Which lines in the data below contain the word "highway"? Pull each of them out.
======== DATA TO PROCESS ========
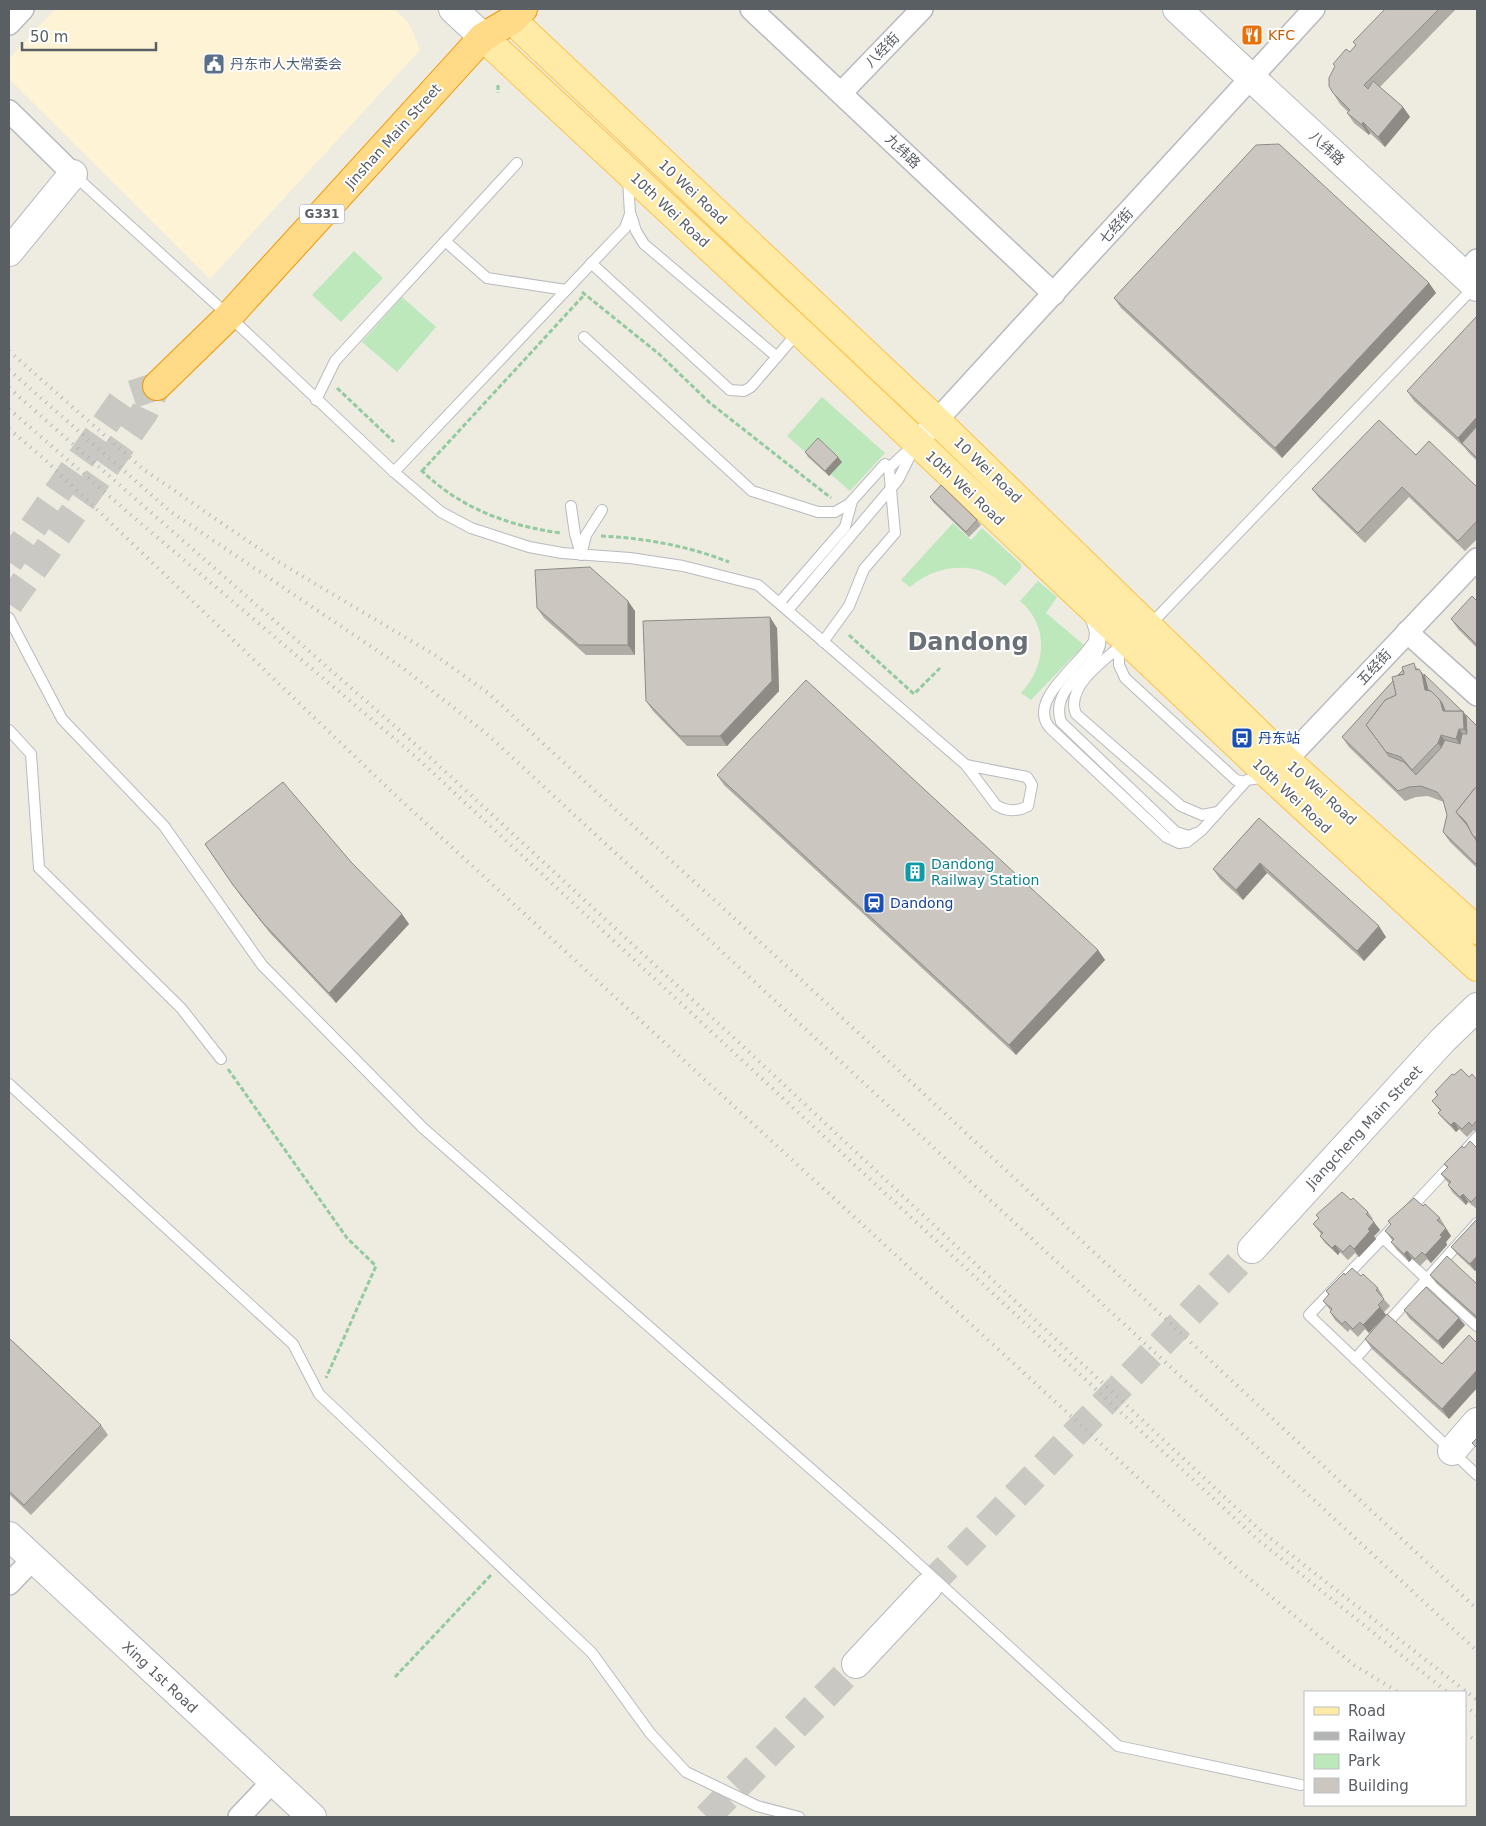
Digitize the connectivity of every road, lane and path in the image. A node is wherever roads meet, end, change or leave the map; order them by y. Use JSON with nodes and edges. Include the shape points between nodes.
{"nodes":[{"id":1,"x":23,"y":9,"type":"edge"},
{"id":2,"x":453,"y":9,"type":"edge"},
{"id":3,"x":751,"y":9,"type":"edge"},
{"id":4,"x":922,"y":9,"type":"edge"},
{"id":5,"x":1177,"y":9,"type":"edge"},
{"id":6,"x":1314,"y":9,"type":"edge"},
{"id":7,"x":506,"y":12,"type":"edge"},
{"id":8,"x":9,"y":24,"type":"edge"},
{"id":9,"x":483,"y":37,"type":"junction"},
{"id":10,"x":1250,"y":76,"type":"junction"},
{"id":11,"x":498,"y":85,"type":"dead end"},
{"id":12,"x":498,"y":92,"type":"dead end"},
{"id":13,"x":842,"y":92,"type":"junction"},
{"id":14,"x":9,"y":111,"type":"edge"},
{"id":15,"x":518,"y":163,"type":"dead end"},
{"id":16,"x":625,"y":169,"type":"junction"},
{"id":17,"x":73,"y":174,"type":"junction"},
{"id":18,"x":630,"y":214,"type":"junction"},
{"id":19,"x":445,"y":241,"type":"junction"},
{"id":20,"x":9,"y":252,"type":"edge"},
{"id":21,"x":591,"y":263,"type":"junction"},
{"id":22,"x":1473,"y":277,"type":"edge"},
{"id":23,"x":568,"y":288,"type":"junction"},
{"id":24,"x":585,"y":294,"type":"junction"},
{"id":25,"x":1054,"y":294,"type":"junction"},
{"id":26,"x":229,"y":316,"type":"junction"},
{"id":27,"x":799,"y":331,"type":"junction"},
{"id":28,"x":584,"y":337,"type":"dead end"},
{"id":29,"x":777,"y":357,"type":"junction"},
{"id":30,"x":333,"y":384,"type":"dead end"},
{"id":31,"x":157,"y":386,"type":"dead end"},
{"id":32,"x":316,"y":400,"type":"junction"},
{"id":33,"x":937,"y":421,"type":"junction"},
{"id":34,"x":394,"y":442,"type":"dead end"},
{"id":35,"x":916,"y":442,"type":"junction"},
{"id":36,"x":416,"y":465,"type":"dead end"},
{"id":37,"x":889,"y":468,"type":"junction"},
{"id":38,"x":422,"y":471,"type":"junction"},
{"id":39,"x":394,"y":472,"type":"junction"},
{"id":40,"x":890,"y":488,"type":"junction"},
{"id":41,"x":852,"y":501,"type":"junction"},
{"id":42,"x":834,"y":503,"type":"dead end"},
{"id":43,"x":571,"y":506,"type":"dead end"},
{"id":44,"x":602,"y":510,"type":"dead end"},
{"id":45,"x":566,"y":533,"type":"dead end"},
{"id":46,"x":593,"y":536,"type":"dead end"},
{"id":47,"x":581,"y":555,"type":"junction"},
{"id":48,"x":1477,"y":559,"type":"edge"},
{"id":49,"x":737,"y":578,"type":"junction"},
{"id":50,"x":1080,"y":595,"type":"junction"},
{"id":51,"x":780,"y":602,"type":"junction"},
{"id":52,"x":788,"y":610,"type":"junction"},
{"id":53,"x":9,"y":618,"type":"edge"},
{"id":54,"x":1095,"y":626,"type":"junction"},
{"id":55,"x":1407,"y":632,"type":"junction"},
{"id":56,"x":849,"y":635,"type":"dead end"},
{"id":57,"x":1135,"y":636,"type":"junction"},
{"id":58,"x":822,"y":642,"type":"junction"},
{"id":59,"x":940,"y":668,"type":"dead end"},
{"id":60,"x":1477,"y":695,"type":"edge"},
{"id":61,"x":9,"y":730,"type":"edge"},
{"id":62,"x":966,"y":765,"type":"junction"},
{"id":63,"x":1267,"y":773,"type":"junction"},
{"id":64,"x":1218,"y":812,"type":"junction"},
{"id":65,"x":1202,"y":830,"type":"junction"},
{"id":66,"x":1477,"y":930,"type":"edge"},
{"id":67,"x":1477,"y":966,"type":"edge"},
{"id":68,"x":1477,"y":1007,"type":"edge"},
{"id":69,"x":221,"y":1059,"type":"joint"},
{"id":70,"x":9,"y":1084,"type":"edge"},
{"id":71,"x":1477,"y":1137,"type":"edge"},
{"id":72,"x":1477,"y":1223,"type":"edge"},
{"id":73,"x":1383,"y":1238,"type":"junction"},
{"id":74,"x":1252,"y":1248,"type":"tunnel mouth"},
{"id":75,"x":1427,"y":1279,"type":"junction"},
{"id":76,"x":1477,"y":1326,"type":"edge"},
{"id":77,"x":1355,"y":1359,"type":"junction"},
{"id":78,"x":319,"y":1394,"type":"junction"},
{"id":79,"x":1477,"y":1422,"type":"edge"},
{"id":80,"x":1452,"y":1451,"type":"junction"},
{"id":81,"x":1477,"y":1475,"type":"edge"},
{"id":82,"x":9,"y":1536,"type":"edge"},
{"id":83,"x":33,"y":1559,"type":"junction"},
{"id":84,"x":501,"y":1565,"type":"junction"},
{"id":85,"x":9,"y":1584,"type":"edge"},
{"id":86,"x":928,"y":1587,"type":"tunnel mouth"},
{"id":87,"x":856,"y":1664,"type":"tunnel mouth"},
{"id":88,"x":395,"y":1677,"type":"dead end"},
{"id":89,"x":273,"y":1781,"type":"junction"},
{"id":90,"x":1301,"y":1785,"type":"dead end"},
{"id":91,"x":781,"y":1814,"type":"edge"},
{"id":92,"x":239,"y":1817,"type":"edge"},
{"id":93,"x":312,"y":1817,"type":"edge"},
{"id":94,"x":799,"y":1817,"type":"edge"}],
"edges":[{"from":1,"to":8,"type":"street"},
{"from":2,"to":9,"type":"main road","name":"10th Wei Road"},
{"from":3,"to":13,"type":"street","name":"九纬路"},
{"from":4,"to":13,"type":"street","name":"八经街"},
{"from":5,"to":10,"type":"main road","name":"八纬路"},
{"from":6,"to":10,"type":"street","name":"七经街"},
{"from":7,"to":9,"type":"highway","name":"Jinshan Main Street","number":"G331"},
{"from":7,"to":33,"type":"main road","name":"10 Wei Road"},
{"from":9,"to":16,"type":"main road","name":"10th Wei Road"},
{"from":9,"to":26,"type":"highway","name":"Jinshan Main Street","number":"G331"},
{"from":10,"to":22,"type":"main road","name":"八纬路"},
{"from":10,"to":25,"type":"street","name":"七经街"},
{"from":11,"to":12,"type":"path"},
{"from":13,"to":25,"type":"street","name":"九纬路"},
{"from":14,"to":17,"type":"street"},
{"from":15,"to":19,"type":"lane"},
{"from":16,"to":18,"type":"lane"},
{"from":16,"to":27,"type":"main road","name":"10th Wei Road"},
{"from":17,"to":20,"type":"main road"},
{"from":17,"to":26,"type":"lane"},
{"from":18,"to":21,"type":"lane","via":[[625,228]]},
{"from":18,"to":29,"type":"lane","via":[[644,244]]},
{"from":19,"to":23,"type":"lane","via":[[487,278]]},
{"from":19,"to":32,"type":"lane","via":[[335,361]]},
{"from":21,"to":23,"type":"lane"},
{"from":21,"to":29,"type":"lane","via":[[726,388],[735,391],[748,389]]},
{"from":22,"to":57,"type":"lane"},
{"from":23,"to":24,"type":"path"},
{"from":23,"to":39,"type":"lane"},
{"from":24,"to":38,"type":"path"},
{"from":24,"to":42,"type":"path","via":[[659,354],[710,403]]},
{"from":25,"to":33,"type":"street","name":"七经街"},
{"from":26,"to":31,"type":"highway","name":"Jinshan Main Street","number":"G331"},
{"from":26,"to":32,"type":"lane"},
{"from":27,"to":29,"type":"lane"},
{"from":27,"to":35,"type":"main road","name":"10th Wei Road"},
{"from":28,"to":41,"type":"lane","via":[[752,491],[818,512],[836,512]]},
{"from":30,"to":34,"type":"path"},
{"from":32,"to":39,"type":"lane"},
{"from":33,"to":35,"type":"street","name":"七经街"},
{"from":33,"to":57,"type":"main road","name":"10 Wei Road"},
{"from":35,"to":37,"type":"lane"},
{"from":35,"to":40,"type":"lane","via":[[898,480]]},
{"from":35,"to":50,"type":"main road","name":"10th Wei Road"},
{"from":36,"to":38,"type":"path"},
{"from":37,"to":40,"type":"lane"},
{"from":37,"to":41,"type":"lane","via":[[885,464]]},
{"from":38,"to":45,"type":"path","via":[[447,494],[473,508],[526,526]]},
{"from":39,"to":47,"type":"lane","via":[[428,504],[471,528],[529,547]]},
{"from":40,"to":52,"type":"lane"},
{"from":40,"to":58,"type":"lane","via":[[895,533],[864,569],[849,606]]},
{"from":41,"to":51,"type":"lane","via":[[845,527]]},
{"from":43,"to":47,"type":"lane"},
{"from":44,"to":47,"type":"lane","via":[[586,535]]},
{"from":46,"to":49,"type":"path","via":[[641,539],[701,552],[732,563],[738,571]]},
{"from":47,"to":49,"type":"lane","via":[[654,561]]},
{"from":48,"to":55,"type":"street","name":"五经街"},
{"from":49,"to":51,"type":"lane","via":[[758,585]]},
{"from":50,"to":54,"type":"lane"},
{"from":50,"to":57,"type":"main road","name":"10th Wei Road"},
{"from":51,"to":52,"type":"lane"},
{"from":52,"to":58,"type":"lane"},
{"from":53,"to":90,"type":"lane","via":[[62,719],[164,826],[262,965],[423,1128],[892,1540],[1118,1746]]},
{"from":54,"to":65,"type":"lane","via":[[1100,637],[1099,648],[1062,692],[1058,705],[1061,722],[1176,832],[1189,836]]},
{"from":54,"to":65,"type":"lane","via":[[1092,644],[1048,696],[1043,711],[1046,724],[1170,840],[1184,843]]},
{"from":55,"to":60,"type":"street"},
{"from":55,"to":63,"type":"street","name":"五经街"},
{"from":56,"to":59,"type":"path","via":[[914,694]]},
{"from":57,"to":63,"type":"main road","name":"10 Wei Road"},
{"from":57,"to":63,"type":"lane","via":[[1119,665],[1125,678],[1236,780]]},
{"from":57,"to":64,"type":"lane","via":[[1080,684],[1073,702],[1076,714],[1181,806],[1202,815]]},
{"from":58,"to":62,"type":"lane"},
{"from":61,"to":69,"type":"lane","via":[[31,754],[39,868],[181,1008]]},
{"from":62,"to":62,"type":"lane","via":[[996,806],[1015,811],[1028,806],[1032,785],[1027,777]]},
{"from":63,"to":64,"type":"lane"},
{"from":63,"to":66,"type":"main road","name":"10 Wei Road"},
{"from":63,"to":67,"type":"main road","name":"10th Wei Road"},
{"from":64,"to":65,"type":"lane"},
{"from":68,"to":74,"type":"main road","name":"Jiangcheng Main Street"},
{"from":69,"to":78,"type":"path","via":[[347,1238],[376,1266]]},
{"from":70,"to":78,"type":"lane","via":[[293,1344]]},
{"from":71,"to":73,"type":"lane"},
{"from":72,"to":75,"type":"lane"},
{"from":73,"to":75,"type":"lane"},
{"from":73,"to":77,"type":"lane","via":[[1309,1315]]},
{"from":75,"to":76,"type":"lane"},
{"from":75,"to":77,"type":"lane"},
{"from":77,"to":80,"type":"lane"},
{"from":78,"to":84,"type":"lane"},
{"from":79,"to":80,"type":"main road"},
{"from":80,"to":81,"type":"lane"},
{"from":82,"to":83,"type":"main road","name":"Xing 1st Road"},
{"from":83,"to":85,"type":"street"},
{"from":83,"to":89,"type":"main road","name":"Xing 1st Road"},
{"from":84,"to":88,"type":"path"},
{"from":84,"to":91,"type":"lane","via":[[592,1653],[650,1732],[686,1772]]},
{"from":86,"to":87,"type":"main road"},
{"from":89,"to":92,"type":"street"},
{"from":89,"to":93,"type":"main road","name":"Xing 1st Road"},
{"from":91,"to":94,"type":"lane"}]}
========
**THE ANSWER**
{"from":7,"to":9,"type":"highway","name":"Jinshan Main Street","number":"G331"},
{"from":9,"to":26,"type":"highway","name":"Jinshan Main Street","number":"G331"},
{"from":26,"to":31,"type":"highway","name":"Jinshan Main Street","number":"G331"},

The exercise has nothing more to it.